Segundo ela, a visão de que a concessão atrapalha o turismo da cidade é "muito simplista":
— O número de empreendimentos cresceu após o anúncio da concessão, mas é preciso estar preparado para receber turistas. Com as estradas na condição em que se encontraram, o progresso não vai vir para cá.
Em nota, o empreendimento Cabana Brisa Dos Canyons discorda da avaliação de que a cobrança de ingresso tem afetado a cidade. A empresa relaciona a diminuição de turistas à pandemia, pois "atualmente, o público prefere frequentar praias e eventos fechados, pois isso não foi possível durante o período de isolamento social".
O que diz a concessionária
A coluna procurou a Urbia para esclarecer os critérios são adotados na cobrança de ingressos. Em nota, a empresa informou que já investiu, desde o início da concessão, cerca de R$ 20 milhões em limpeza, manutenção, segurança, vigilância, acessibilidade, alimentação e serviços, entre outras melhorias. Neste ano, vai investir outros R$ 24 milhões nos parques.
Segundo a empresa, com o início da concessão, os parques "passaram a contribuir na geração de impostos, somando cerca de R$ 120 mil mensais aos cofres públicos". A Urbia argumenta que cobrança no valor atual está prevista no edital de licitação lançado pelo ICMBio para somente um dia de visitação, mas oferece até três acessos em sete dias.

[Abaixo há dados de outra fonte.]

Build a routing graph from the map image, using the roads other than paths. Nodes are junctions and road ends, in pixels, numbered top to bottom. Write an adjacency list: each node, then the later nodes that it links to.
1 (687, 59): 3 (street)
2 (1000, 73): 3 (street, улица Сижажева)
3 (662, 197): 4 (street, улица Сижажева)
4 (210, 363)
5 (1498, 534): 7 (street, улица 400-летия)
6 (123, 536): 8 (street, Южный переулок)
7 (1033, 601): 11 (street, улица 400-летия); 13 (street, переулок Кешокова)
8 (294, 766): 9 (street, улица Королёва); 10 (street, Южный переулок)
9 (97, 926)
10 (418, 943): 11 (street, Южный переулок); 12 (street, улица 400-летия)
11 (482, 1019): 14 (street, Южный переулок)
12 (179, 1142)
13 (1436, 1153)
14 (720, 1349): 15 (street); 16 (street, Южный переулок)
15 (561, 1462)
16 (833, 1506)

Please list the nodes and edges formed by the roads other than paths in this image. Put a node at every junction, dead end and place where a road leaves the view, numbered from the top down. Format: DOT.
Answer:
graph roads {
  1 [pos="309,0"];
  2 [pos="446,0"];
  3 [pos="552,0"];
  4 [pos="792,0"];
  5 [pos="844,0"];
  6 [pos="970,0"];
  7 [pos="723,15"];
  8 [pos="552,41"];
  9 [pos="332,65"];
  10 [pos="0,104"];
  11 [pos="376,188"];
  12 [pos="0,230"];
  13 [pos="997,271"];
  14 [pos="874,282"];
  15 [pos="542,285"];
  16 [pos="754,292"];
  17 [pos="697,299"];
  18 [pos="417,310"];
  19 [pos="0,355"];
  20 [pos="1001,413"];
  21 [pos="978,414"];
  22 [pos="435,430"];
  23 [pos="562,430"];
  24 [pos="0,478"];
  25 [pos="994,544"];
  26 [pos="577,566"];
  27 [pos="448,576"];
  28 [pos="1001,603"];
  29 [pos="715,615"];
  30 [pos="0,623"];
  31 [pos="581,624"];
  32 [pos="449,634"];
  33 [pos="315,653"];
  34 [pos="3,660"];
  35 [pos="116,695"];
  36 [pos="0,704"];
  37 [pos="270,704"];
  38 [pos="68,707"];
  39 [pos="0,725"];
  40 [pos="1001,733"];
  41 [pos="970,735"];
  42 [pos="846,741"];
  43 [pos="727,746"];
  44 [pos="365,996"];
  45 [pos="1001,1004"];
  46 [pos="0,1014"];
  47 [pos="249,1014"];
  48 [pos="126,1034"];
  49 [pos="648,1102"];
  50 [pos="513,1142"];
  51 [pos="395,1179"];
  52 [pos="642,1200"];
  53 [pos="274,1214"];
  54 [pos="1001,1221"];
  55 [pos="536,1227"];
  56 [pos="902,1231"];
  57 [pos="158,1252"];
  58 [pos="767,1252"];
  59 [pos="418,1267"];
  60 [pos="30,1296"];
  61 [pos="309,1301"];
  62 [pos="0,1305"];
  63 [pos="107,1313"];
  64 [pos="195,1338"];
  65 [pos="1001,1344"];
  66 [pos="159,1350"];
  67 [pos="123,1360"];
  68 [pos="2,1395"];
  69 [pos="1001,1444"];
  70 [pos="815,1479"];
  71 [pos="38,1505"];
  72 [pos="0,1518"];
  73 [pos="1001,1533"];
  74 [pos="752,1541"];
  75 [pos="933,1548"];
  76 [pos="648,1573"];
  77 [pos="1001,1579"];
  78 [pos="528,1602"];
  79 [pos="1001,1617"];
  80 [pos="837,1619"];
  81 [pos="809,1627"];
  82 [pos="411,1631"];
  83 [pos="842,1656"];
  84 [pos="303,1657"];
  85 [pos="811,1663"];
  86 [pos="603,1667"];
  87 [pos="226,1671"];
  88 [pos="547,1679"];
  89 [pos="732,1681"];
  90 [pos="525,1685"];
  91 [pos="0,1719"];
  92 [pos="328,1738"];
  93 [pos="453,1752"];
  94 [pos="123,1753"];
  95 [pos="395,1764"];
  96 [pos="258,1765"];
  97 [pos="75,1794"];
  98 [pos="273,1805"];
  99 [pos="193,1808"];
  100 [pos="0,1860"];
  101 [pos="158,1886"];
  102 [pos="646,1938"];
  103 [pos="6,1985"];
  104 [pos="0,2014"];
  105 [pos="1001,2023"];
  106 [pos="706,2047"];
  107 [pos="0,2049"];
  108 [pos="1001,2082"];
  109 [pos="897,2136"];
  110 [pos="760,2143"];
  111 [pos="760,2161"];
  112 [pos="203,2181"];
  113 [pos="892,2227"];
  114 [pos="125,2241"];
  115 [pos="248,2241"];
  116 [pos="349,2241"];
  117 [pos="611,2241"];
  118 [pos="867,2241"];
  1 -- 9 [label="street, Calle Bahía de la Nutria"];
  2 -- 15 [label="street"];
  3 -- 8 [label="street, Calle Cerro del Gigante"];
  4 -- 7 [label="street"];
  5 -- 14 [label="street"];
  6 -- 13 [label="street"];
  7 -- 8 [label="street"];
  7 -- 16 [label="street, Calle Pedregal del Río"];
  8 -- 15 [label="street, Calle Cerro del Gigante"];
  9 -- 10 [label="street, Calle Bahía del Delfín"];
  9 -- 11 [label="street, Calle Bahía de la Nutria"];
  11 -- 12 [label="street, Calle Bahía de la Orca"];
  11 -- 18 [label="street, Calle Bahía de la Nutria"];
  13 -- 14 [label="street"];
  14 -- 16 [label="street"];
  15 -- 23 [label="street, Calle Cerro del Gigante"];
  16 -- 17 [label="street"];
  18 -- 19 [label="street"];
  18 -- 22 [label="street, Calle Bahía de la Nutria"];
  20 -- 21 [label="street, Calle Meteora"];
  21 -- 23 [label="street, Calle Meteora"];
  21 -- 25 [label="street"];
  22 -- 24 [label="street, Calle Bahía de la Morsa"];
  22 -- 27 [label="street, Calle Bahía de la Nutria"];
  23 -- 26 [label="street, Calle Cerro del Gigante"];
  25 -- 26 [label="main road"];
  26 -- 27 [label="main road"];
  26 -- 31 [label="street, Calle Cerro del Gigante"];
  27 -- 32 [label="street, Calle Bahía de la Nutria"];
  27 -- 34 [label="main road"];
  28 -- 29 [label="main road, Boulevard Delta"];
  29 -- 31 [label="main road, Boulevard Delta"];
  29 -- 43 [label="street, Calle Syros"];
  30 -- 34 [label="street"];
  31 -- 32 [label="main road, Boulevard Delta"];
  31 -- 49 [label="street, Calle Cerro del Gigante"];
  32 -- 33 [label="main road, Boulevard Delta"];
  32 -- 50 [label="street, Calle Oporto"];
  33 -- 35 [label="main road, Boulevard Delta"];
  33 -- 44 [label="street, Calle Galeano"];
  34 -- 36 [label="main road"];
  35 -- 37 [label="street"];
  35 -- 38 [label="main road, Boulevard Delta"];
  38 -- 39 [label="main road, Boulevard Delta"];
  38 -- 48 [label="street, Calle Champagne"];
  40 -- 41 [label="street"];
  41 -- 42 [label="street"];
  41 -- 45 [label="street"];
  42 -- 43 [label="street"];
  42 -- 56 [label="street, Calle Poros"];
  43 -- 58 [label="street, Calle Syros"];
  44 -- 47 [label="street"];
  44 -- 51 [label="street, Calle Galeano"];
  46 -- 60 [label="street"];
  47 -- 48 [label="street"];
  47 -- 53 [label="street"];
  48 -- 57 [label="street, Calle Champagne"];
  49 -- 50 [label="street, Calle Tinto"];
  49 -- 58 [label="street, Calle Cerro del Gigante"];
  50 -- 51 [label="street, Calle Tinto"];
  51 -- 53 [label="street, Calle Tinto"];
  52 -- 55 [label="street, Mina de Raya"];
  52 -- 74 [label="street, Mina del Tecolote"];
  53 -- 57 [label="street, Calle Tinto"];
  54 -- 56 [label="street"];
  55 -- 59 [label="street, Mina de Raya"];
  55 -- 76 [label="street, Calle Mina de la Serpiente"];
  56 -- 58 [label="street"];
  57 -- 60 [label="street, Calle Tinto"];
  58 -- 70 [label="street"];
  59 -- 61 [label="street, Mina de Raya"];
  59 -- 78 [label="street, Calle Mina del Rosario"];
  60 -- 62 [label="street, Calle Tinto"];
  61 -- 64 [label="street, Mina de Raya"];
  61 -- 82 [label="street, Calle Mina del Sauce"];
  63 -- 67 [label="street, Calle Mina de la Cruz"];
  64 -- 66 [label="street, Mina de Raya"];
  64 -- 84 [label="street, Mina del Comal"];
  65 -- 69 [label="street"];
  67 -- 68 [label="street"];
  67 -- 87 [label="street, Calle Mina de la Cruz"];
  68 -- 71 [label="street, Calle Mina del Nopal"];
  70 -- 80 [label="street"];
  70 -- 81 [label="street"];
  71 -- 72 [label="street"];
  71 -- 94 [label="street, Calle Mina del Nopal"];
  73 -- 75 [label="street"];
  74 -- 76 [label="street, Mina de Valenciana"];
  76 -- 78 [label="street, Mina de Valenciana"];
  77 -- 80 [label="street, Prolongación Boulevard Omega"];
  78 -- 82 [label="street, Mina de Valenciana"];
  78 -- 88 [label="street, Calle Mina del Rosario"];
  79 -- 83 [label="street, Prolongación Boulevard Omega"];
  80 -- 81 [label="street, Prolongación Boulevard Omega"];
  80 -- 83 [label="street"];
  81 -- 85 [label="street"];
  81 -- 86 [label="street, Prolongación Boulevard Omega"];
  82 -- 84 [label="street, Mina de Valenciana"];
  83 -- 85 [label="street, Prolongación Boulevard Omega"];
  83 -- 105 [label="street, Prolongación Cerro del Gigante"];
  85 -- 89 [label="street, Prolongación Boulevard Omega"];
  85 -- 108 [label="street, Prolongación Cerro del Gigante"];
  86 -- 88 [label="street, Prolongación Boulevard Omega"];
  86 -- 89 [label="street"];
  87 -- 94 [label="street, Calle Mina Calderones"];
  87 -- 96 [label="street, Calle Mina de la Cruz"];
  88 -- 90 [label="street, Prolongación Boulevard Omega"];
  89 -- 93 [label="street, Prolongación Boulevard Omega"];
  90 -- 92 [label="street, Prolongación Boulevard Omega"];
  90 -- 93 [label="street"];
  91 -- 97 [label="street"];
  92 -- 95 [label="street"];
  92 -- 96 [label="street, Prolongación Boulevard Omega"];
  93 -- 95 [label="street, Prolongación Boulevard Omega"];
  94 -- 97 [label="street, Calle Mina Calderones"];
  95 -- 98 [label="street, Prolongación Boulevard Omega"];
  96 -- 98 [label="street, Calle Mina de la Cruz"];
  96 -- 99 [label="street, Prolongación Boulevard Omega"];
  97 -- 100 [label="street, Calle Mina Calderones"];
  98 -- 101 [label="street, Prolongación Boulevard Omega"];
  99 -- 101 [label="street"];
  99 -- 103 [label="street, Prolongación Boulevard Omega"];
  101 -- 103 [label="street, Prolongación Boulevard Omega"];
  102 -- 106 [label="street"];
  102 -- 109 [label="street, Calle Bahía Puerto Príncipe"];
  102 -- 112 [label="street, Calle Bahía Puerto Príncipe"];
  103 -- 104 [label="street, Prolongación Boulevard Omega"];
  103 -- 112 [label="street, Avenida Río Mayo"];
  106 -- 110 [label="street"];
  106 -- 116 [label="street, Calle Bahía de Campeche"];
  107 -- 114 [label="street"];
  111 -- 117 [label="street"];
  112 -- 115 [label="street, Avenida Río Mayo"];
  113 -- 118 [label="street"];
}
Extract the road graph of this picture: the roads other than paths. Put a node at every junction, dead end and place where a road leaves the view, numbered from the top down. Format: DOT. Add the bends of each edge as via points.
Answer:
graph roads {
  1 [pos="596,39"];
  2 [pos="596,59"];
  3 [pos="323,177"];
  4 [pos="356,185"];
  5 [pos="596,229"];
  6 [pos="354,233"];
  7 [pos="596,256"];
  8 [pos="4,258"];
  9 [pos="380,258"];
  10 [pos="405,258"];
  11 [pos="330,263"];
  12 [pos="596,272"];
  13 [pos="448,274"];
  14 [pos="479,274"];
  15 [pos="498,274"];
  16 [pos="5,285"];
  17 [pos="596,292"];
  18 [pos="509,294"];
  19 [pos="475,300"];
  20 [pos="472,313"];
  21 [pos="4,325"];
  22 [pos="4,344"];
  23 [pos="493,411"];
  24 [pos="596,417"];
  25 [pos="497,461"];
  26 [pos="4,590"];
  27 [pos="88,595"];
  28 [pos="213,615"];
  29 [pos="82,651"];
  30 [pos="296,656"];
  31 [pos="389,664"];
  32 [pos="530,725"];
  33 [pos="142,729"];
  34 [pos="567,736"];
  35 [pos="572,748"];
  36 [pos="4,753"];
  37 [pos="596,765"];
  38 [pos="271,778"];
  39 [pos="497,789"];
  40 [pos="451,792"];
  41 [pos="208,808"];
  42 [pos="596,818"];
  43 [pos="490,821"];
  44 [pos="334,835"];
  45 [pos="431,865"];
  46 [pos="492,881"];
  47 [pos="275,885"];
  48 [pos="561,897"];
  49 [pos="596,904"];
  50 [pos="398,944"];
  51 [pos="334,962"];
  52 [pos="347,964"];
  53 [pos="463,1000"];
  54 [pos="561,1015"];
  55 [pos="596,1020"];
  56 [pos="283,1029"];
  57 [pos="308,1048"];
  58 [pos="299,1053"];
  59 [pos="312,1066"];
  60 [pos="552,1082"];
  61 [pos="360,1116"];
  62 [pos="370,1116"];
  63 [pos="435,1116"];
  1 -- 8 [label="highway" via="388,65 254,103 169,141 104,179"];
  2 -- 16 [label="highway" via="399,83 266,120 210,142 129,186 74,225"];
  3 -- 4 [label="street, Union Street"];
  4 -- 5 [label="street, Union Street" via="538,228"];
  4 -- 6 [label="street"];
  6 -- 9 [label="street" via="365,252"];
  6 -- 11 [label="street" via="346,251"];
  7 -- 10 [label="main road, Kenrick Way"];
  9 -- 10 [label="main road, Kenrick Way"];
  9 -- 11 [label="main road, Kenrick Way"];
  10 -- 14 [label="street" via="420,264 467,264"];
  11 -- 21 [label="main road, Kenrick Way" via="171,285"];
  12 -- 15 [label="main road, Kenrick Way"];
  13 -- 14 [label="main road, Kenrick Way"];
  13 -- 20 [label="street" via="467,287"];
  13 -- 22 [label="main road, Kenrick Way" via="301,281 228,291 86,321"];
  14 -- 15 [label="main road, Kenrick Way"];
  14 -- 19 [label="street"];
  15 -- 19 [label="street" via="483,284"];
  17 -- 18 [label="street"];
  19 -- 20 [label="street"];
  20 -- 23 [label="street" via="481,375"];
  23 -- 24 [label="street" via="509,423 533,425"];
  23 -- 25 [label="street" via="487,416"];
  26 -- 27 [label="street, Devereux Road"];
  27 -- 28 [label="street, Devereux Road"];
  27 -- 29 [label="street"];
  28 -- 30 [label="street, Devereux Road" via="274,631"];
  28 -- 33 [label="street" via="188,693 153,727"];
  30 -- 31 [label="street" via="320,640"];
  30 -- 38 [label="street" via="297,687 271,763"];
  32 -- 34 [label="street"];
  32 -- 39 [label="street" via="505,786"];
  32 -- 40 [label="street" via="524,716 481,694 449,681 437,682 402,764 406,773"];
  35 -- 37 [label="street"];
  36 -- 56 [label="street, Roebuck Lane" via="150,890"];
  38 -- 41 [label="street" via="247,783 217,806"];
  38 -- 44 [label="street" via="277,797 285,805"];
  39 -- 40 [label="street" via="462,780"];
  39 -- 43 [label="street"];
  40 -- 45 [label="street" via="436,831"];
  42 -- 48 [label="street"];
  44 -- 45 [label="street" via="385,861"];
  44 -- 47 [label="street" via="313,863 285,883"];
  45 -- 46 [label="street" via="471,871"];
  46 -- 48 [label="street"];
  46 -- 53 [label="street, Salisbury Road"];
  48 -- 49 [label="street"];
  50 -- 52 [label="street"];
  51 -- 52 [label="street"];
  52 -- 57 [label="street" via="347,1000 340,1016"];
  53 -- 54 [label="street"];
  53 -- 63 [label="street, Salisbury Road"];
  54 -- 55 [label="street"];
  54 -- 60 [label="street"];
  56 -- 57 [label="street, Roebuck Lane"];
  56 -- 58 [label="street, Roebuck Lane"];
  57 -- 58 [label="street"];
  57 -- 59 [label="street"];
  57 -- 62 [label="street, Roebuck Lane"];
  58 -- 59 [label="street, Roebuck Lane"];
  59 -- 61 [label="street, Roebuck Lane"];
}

Na avaliação da Urbia, a modalidade "incentiva a longa permanência no destino" mudança que deverá ser sentida "por toda a região no médio prazo". A empresa também identifica as condições das estradas de acesso aos parques como o principal obstáculo à visitação. Questionada se os empreendedores locais entraram em contato para questionar o valor dos ingressos, a empresa não respondeu.